I'd much prefer somebody scooting through an intersection than coming to a sudden dead stop in front of me

In BC, yellows are treated as stop-unless-you-can't. If you hit me because you're tailgating you're at fault.
posted by klanawa at 8:42 AM on October 22, 2019 [10 favorites]


That depends on laws. In Kentucky, it's legal to enter on yellow and continue through the intersection after the light turns red. It is only illegal to enter once the light has changed red. Yellow is only a warning that the light is about to change.

This describes what drivers are allowed to get away with without being subject to a fine or other law enforcement action but that does NOT automatically mean that following the bare letter of the law is the safest approach.

The law defines the shittiest behavior that is tolerated.

So while it may be legal to enter the intersection while the light is yellow whether or not it's actually safe to do so would depend on a host of other factors.
posted by VTX at 8:46 AM on October 22, 2019 [1 favorite]


On the flip side, the number of "safe" drivers screaming to a stop on yellow assuming my brakes/tires are as good as theirs is a problem. Follow distance only does so much.

If your driving or your brakes or tires would result in an accident when a car in front of you stops for any reason, that's on you. You're the unsafe driver, not the person who slows or stops; vehicles need to be able to slow down or stop at any time. If something falls off a truck and the person in front of you slams on their brakes, you don't get to rear-end them and write it off as an act of God or something like that.
posted by XMLicious at 8:50 AM on October 22, 2019 [31 favorites]


100%/0% assignment of fault is not a great basis for engineering. It makes the legal aspects simpler, but you really can't say "I'm in the right, therefore this is not my problem". I mean, it is your problem since you just got rear-ended. If we want safe-ish roads, we probably shouldn't have people brake-checking each other on a regular basis.
posted by ryanrs at 9:00 AM on October 22, 2019 [6 favorites]
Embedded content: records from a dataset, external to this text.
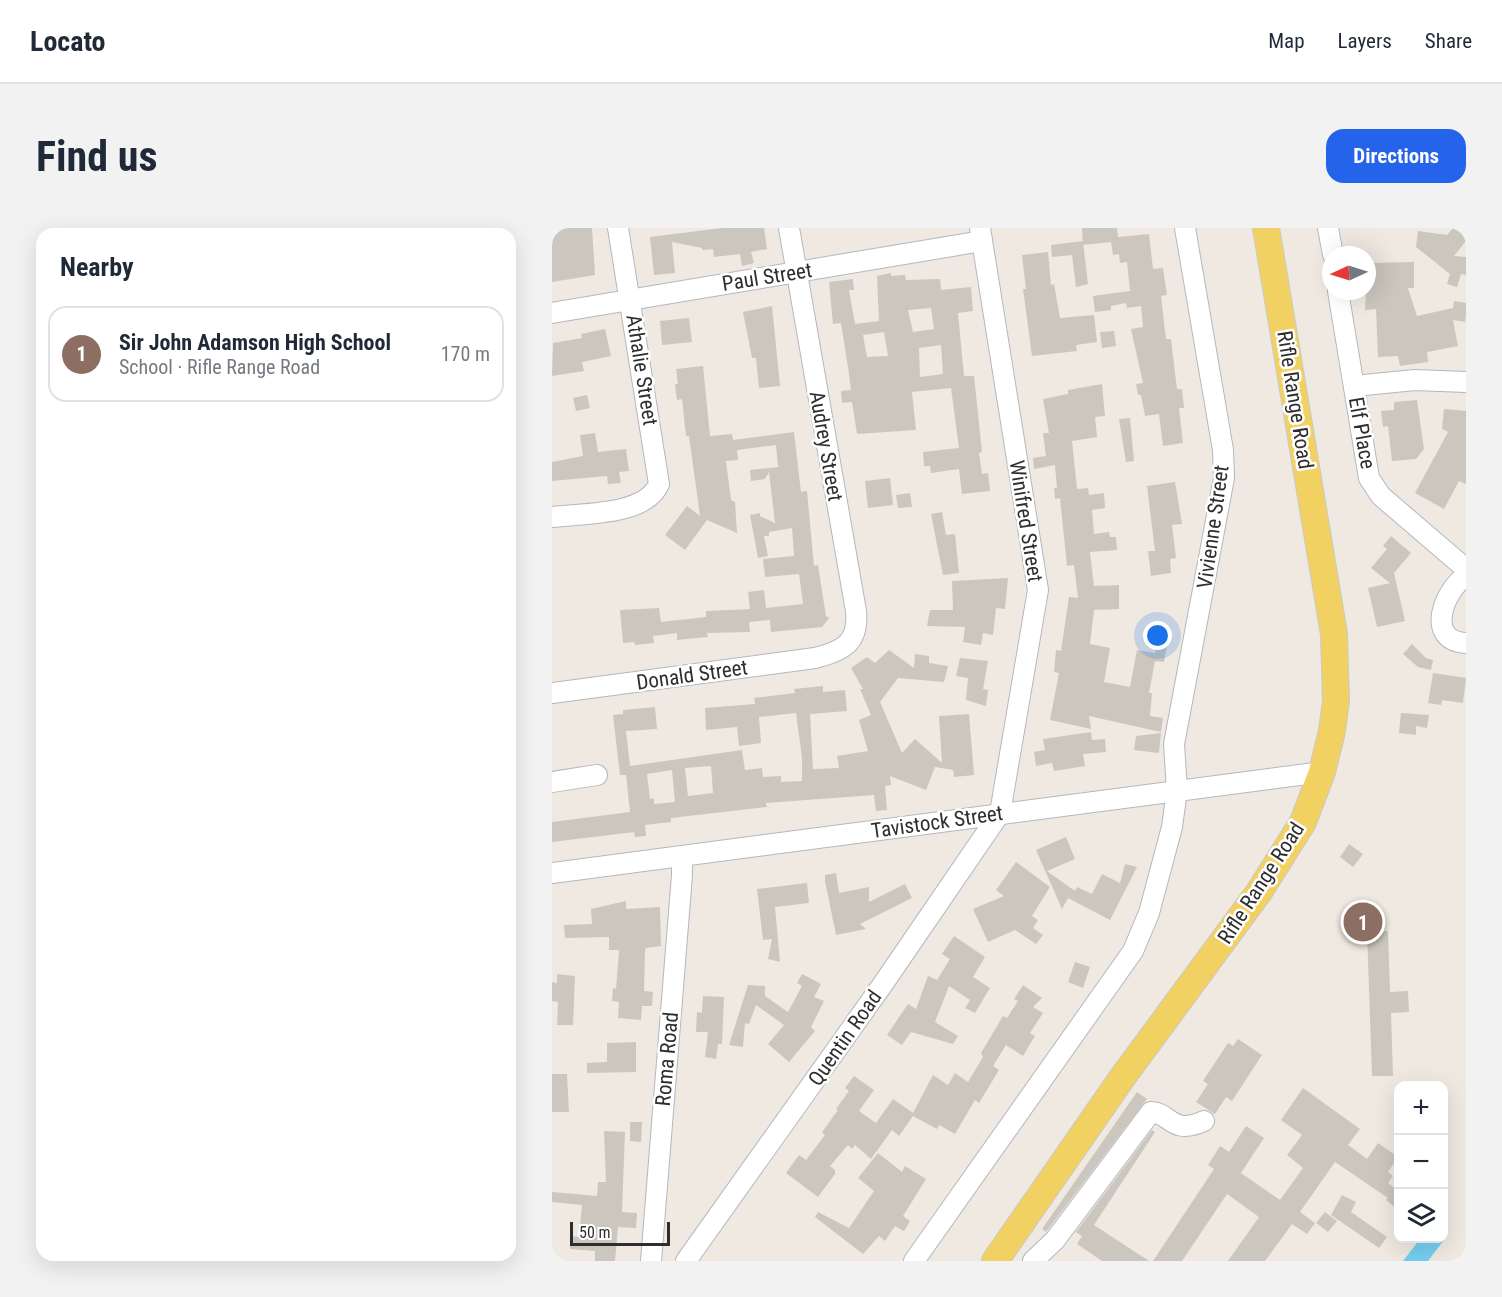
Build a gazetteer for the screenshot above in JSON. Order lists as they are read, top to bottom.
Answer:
{
  "streets": {
    "main road": ["Rifle Range Road"],
    "street": [
      "Paul Street",
      "Athalie Street",
      "Elf Place",
      "Audrey Street",
      "Winifred Street",
      "Vivienne Street",
      "Donald Street",
      "Tavistock Street",
      "Quentin Road",
      "Roma Road"
    ]
  },
  "crossings": [
    ["Paul Street", "Athalie Street"],
    ["Paul Street", "Audrey Street"],
    ["Paul Street", "Winifred Street"],
    ["Rifle Range Road", "Tavistock Street"],
    ["Audrey Street", "Donald Street"],
    ["Winifred Street", "Tavistock Street"],
    ["Winifred Street", "Quentin Road"],
    ["Vivienne Street", "Tavistock Street"],
    ["Tavistock Street", "Quentin Road"],
    ["Tavistock Street", "Roma Road"]
  ],
  "scale_bar": "50 m",
  "north": "left",
  "page": {
    "header": "Locato",
    "nav": ["Map", "Layers", "Share"],
    "buttons": "Directions",
    "title": "Find us",
    "heading": "Nearby",
    "list": [
      {
        "mark": "1",
        "name": "Sir John Adamson High School",
        "note": "School · Rifle Range Road",
        "value": "170 m"
      }
    ],
    "pins": "1",
    "map_buttons": ["+", "−"],
    "scale": "50 m"
  }
}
IIHS: DEATHS BY RED LIGHT RUNNERS UP 17 PERCENT FROM 2012

Yes - because traffic cams are run by private companies, who work with the cities to raise revenue by *shortening* the light cycles to *increase* the amount of violations, which is directly related to increased accidents.
posted by FatherDagon at 9:07 AM on October 22, 2019 [21 favorites]


If the light has been yellow long enough that's its unsafe to continue through the intersection, it's not brake checking. To me, that's the important aspect of yellow light timing.
posted by klanawa at 9:09 AM on October 22, 2019


If your driving or your brakes or tires would result in an accident when a car in front of you stops for any reason, that's on you.

It turns out different vehicles have different capabilities without being in disrepair. As noted, I allow plenty of follow distance. Brake lights simply don't convey a speed of stop. Sports cars often stop in fractions of the distance that a normal sedan/SUV/truck stops, for instance. It ain't on me if the person in front does something unsafe. I should also note that KY is an at-fault state. There's no rear-end and it's your fault rule. Everybody's 100% at fault in any accident.
posted by phlyingpenguin at 9:11 AM on October 22, 2019 [1 favorite]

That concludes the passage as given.